• Prompt
Return, word for word, only the lines of the data below that lie between the line with "wrist: (467, 746)" and the line with "pinky tip: (886, 724)", those two lines included.

• Records for processing
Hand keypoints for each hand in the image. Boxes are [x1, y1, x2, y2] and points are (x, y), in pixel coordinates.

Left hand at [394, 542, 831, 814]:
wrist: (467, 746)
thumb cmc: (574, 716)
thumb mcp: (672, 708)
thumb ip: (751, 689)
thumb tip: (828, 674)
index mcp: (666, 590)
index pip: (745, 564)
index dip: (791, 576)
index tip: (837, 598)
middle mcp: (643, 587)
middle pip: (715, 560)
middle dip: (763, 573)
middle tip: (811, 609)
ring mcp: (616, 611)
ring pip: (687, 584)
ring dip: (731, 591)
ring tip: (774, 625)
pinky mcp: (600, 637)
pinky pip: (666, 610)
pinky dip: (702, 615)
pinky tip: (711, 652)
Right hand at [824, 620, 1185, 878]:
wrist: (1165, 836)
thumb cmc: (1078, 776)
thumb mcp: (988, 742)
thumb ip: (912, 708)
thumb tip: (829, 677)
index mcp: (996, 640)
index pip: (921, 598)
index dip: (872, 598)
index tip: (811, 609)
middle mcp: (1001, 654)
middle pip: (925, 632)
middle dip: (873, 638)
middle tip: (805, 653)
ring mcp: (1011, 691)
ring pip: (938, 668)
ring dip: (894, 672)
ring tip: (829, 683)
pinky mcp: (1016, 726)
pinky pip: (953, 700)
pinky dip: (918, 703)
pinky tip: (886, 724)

---

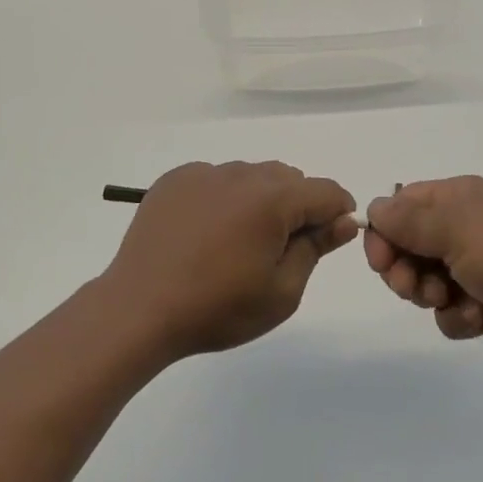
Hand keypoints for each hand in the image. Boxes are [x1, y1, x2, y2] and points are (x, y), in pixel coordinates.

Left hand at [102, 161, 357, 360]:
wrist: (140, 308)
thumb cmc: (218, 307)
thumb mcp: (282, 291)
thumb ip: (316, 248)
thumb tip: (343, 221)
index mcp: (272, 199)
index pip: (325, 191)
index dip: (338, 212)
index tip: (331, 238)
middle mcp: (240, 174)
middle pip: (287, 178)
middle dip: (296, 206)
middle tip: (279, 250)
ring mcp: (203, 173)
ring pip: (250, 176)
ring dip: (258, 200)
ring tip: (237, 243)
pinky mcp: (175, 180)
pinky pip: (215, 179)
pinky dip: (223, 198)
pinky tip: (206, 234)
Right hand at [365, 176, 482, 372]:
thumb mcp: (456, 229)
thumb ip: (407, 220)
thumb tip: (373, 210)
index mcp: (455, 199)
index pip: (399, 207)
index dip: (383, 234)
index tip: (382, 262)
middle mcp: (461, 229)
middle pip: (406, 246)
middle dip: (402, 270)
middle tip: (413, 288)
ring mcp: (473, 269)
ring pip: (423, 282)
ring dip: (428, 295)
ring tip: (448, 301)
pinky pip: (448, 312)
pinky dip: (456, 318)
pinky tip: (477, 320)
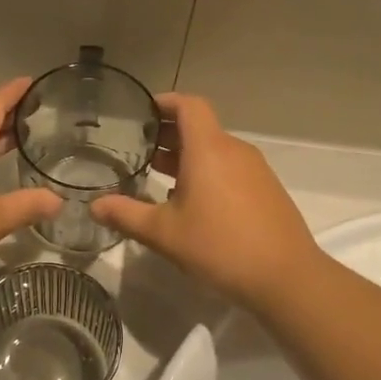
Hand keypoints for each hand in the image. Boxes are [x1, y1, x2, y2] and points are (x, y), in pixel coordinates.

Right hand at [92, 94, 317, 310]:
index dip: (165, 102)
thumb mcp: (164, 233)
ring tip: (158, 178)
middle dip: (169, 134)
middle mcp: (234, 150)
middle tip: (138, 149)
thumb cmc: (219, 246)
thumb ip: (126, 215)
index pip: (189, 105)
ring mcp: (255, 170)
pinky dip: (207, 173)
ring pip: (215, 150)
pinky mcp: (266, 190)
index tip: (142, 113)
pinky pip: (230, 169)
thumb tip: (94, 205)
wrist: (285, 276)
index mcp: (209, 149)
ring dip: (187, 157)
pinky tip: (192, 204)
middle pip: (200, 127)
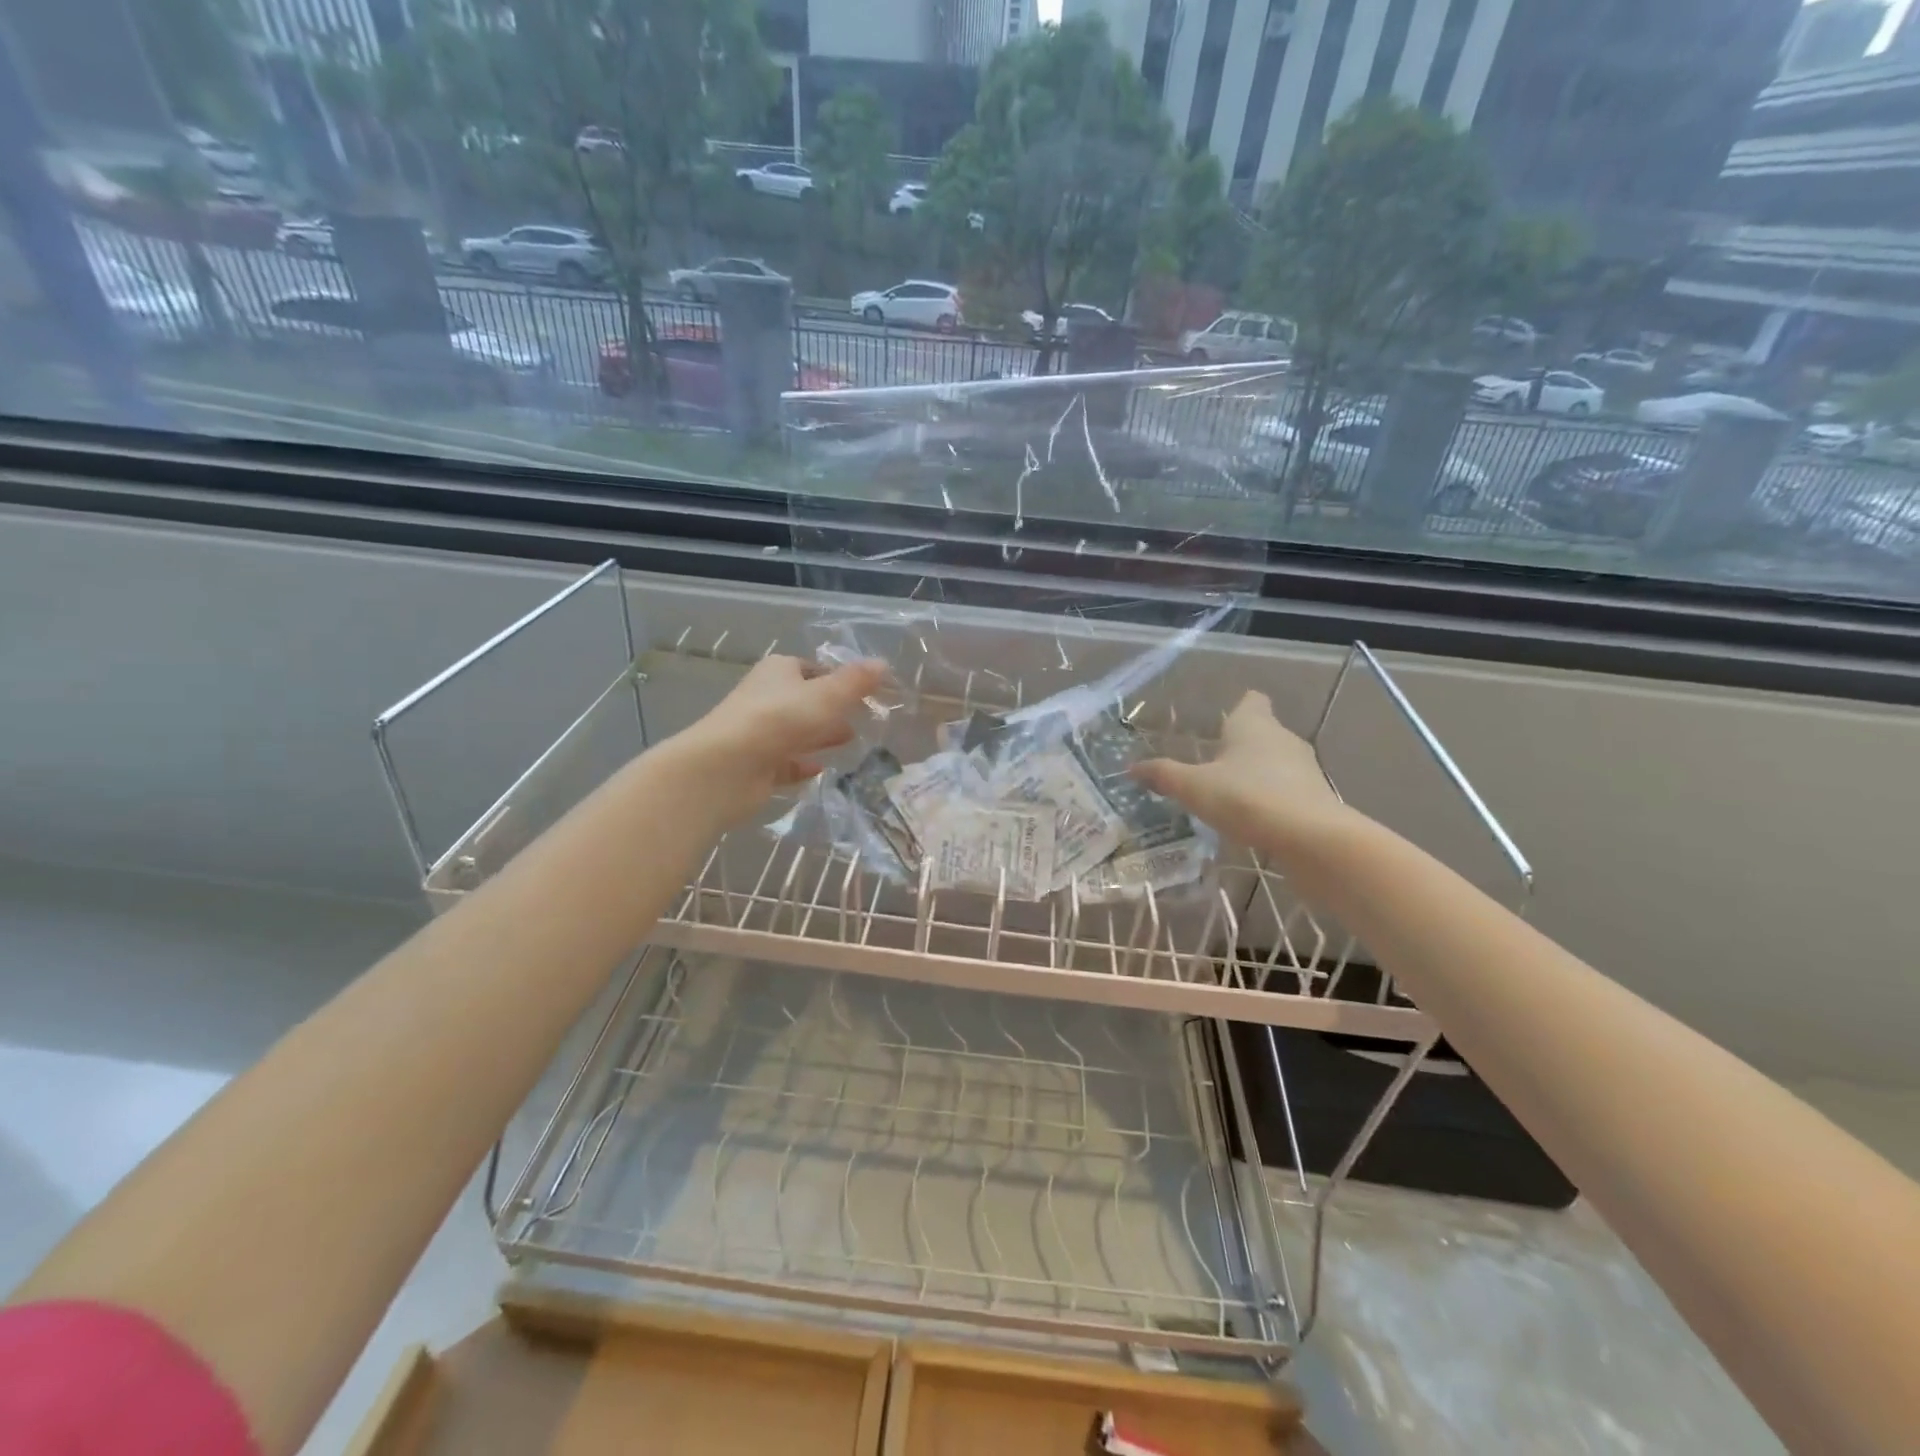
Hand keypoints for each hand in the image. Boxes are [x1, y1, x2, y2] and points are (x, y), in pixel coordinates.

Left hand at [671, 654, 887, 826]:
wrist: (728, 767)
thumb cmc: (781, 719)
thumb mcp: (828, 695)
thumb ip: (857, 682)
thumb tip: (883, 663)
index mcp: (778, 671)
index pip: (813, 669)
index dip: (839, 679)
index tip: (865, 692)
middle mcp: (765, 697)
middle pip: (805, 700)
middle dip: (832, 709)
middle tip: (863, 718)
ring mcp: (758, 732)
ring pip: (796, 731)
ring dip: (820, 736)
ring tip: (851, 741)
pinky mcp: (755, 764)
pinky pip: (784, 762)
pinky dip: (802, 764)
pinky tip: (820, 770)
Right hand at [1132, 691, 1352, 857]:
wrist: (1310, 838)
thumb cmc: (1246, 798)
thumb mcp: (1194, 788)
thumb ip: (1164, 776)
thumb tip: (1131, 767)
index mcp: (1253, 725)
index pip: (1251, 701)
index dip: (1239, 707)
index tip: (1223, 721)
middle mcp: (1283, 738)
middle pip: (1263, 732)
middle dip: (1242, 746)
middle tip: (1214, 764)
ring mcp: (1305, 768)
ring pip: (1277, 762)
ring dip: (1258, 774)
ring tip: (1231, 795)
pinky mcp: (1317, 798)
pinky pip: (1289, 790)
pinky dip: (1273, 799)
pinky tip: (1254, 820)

• Answer space
wrist: (467, 746)
thumb cmc: (574, 716)
thumb mcp: (672, 708)
thumb ip: (751, 689)
thumb tip: (828, 674)
index mcp: (666, 590)
index pip: (745, 564)
index dip: (791, 576)
index tip: (837, 598)
middle mcp: (643, 587)
middle pip: (715, 560)
middle dip: (763, 573)
middle tip: (811, 609)
ring mcp: (616, 611)
ring pip: (687, 584)
ring dip: (731, 591)
ring tip: (774, 625)
pinky mcp: (600, 637)
pinky pip: (666, 610)
pinky dip: (702, 615)
pinky tip: (711, 652)
Right hand at [824, 620, 1185, 878]:
wrist: (1165, 836)
thumb cmc: (1078, 776)
thumb mcp: (988, 742)
thumb ip: (912, 708)
thumb tip: (829, 677)
index mcp: (996, 640)
index pip: (921, 598)
index dip: (872, 598)
index tip: (811, 609)
middle mcp: (1001, 654)
middle pip: (925, 632)
middle dip: (873, 638)
middle tip: (805, 653)
ring mcp: (1011, 691)
ring pip: (938, 668)
ring dip: (894, 672)
ring tip: (829, 683)
pinky mcp: (1016, 726)
pinky pip: (953, 700)
pinky dip: (918, 703)
pinky tip: (886, 724)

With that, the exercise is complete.